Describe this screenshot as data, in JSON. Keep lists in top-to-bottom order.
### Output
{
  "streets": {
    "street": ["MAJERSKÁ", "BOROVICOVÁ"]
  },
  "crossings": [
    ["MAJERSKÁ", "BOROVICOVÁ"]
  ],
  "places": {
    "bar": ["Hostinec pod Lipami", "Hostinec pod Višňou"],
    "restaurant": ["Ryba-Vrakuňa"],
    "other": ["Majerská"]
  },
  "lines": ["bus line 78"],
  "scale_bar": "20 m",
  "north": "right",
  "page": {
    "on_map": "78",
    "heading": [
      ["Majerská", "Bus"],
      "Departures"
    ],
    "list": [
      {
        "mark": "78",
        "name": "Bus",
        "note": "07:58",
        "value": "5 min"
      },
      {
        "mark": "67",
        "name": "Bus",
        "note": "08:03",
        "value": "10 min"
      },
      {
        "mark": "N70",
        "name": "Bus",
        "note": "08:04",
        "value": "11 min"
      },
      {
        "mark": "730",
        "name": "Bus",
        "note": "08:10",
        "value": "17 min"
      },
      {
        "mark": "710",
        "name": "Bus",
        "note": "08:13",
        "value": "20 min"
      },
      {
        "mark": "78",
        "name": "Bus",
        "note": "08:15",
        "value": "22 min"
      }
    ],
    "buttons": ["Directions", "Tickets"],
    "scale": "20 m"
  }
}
□ □ □ □
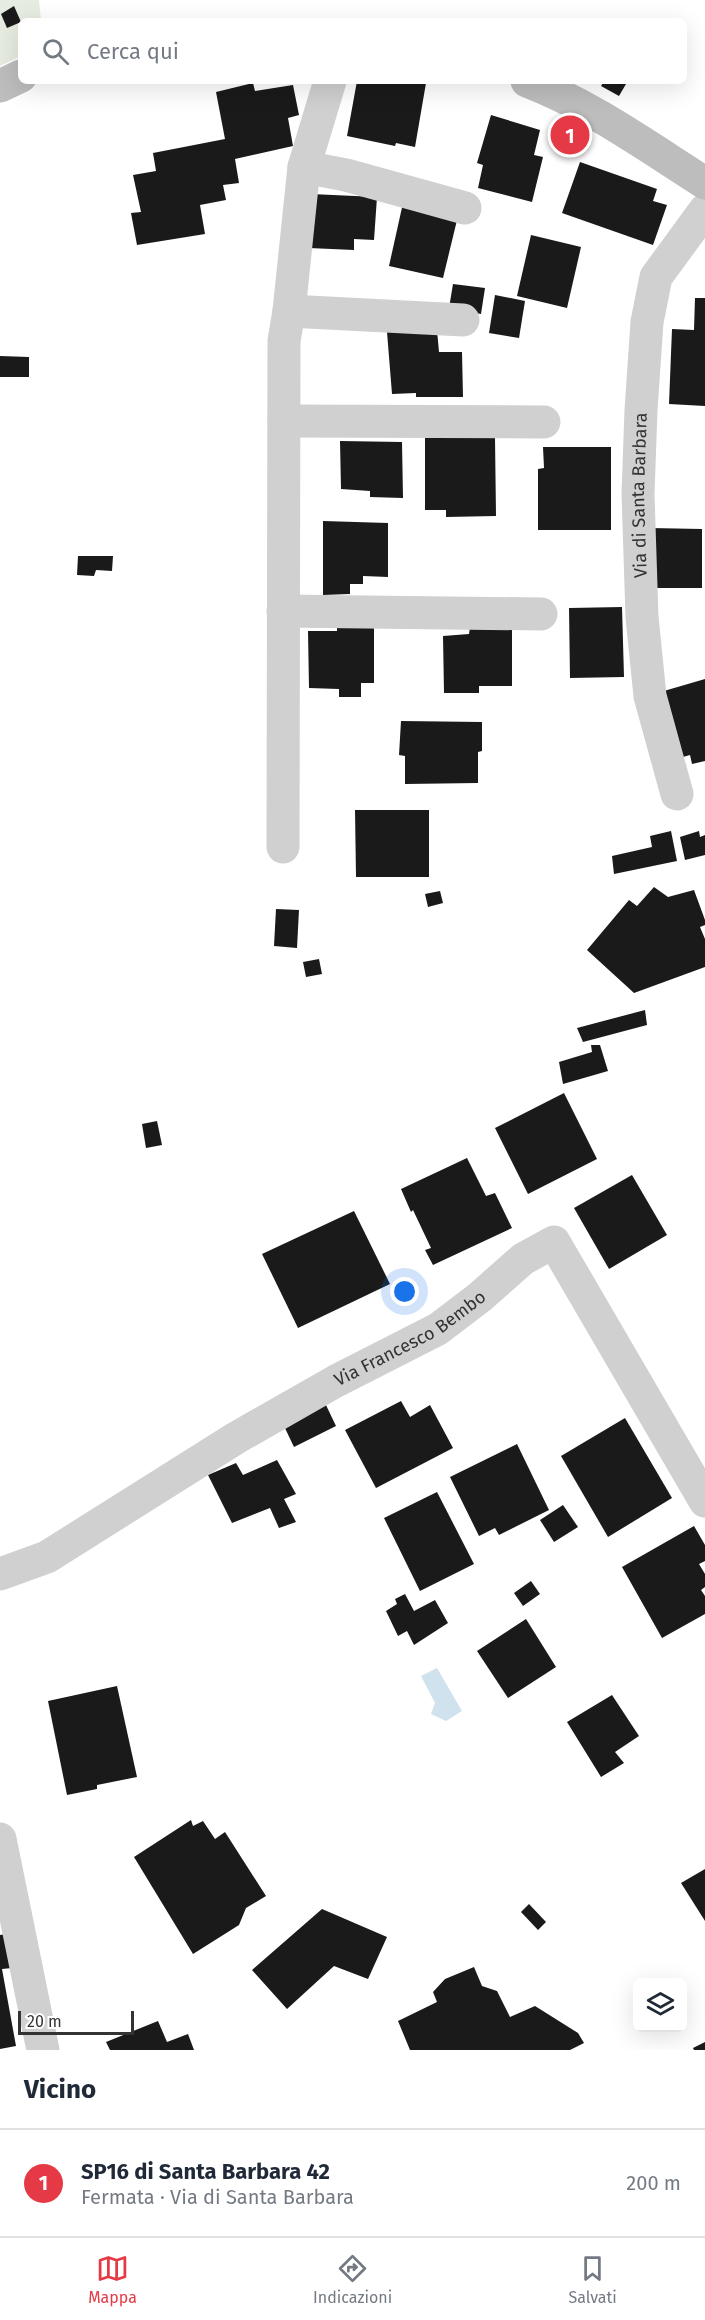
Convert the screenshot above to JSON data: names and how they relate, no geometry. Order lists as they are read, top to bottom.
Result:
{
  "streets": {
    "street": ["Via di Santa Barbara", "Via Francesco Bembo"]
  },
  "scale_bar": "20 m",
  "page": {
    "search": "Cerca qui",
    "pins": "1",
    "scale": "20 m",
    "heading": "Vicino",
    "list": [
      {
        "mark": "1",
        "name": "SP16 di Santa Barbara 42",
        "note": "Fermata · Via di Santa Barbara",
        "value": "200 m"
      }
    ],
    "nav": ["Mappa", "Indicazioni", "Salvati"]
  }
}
□ □ □ □
▶ **Your goal**: Count how many lines of the entries contain the word "lists"; only the number should appear in the reply.

▶ **Solution to the problem**: 2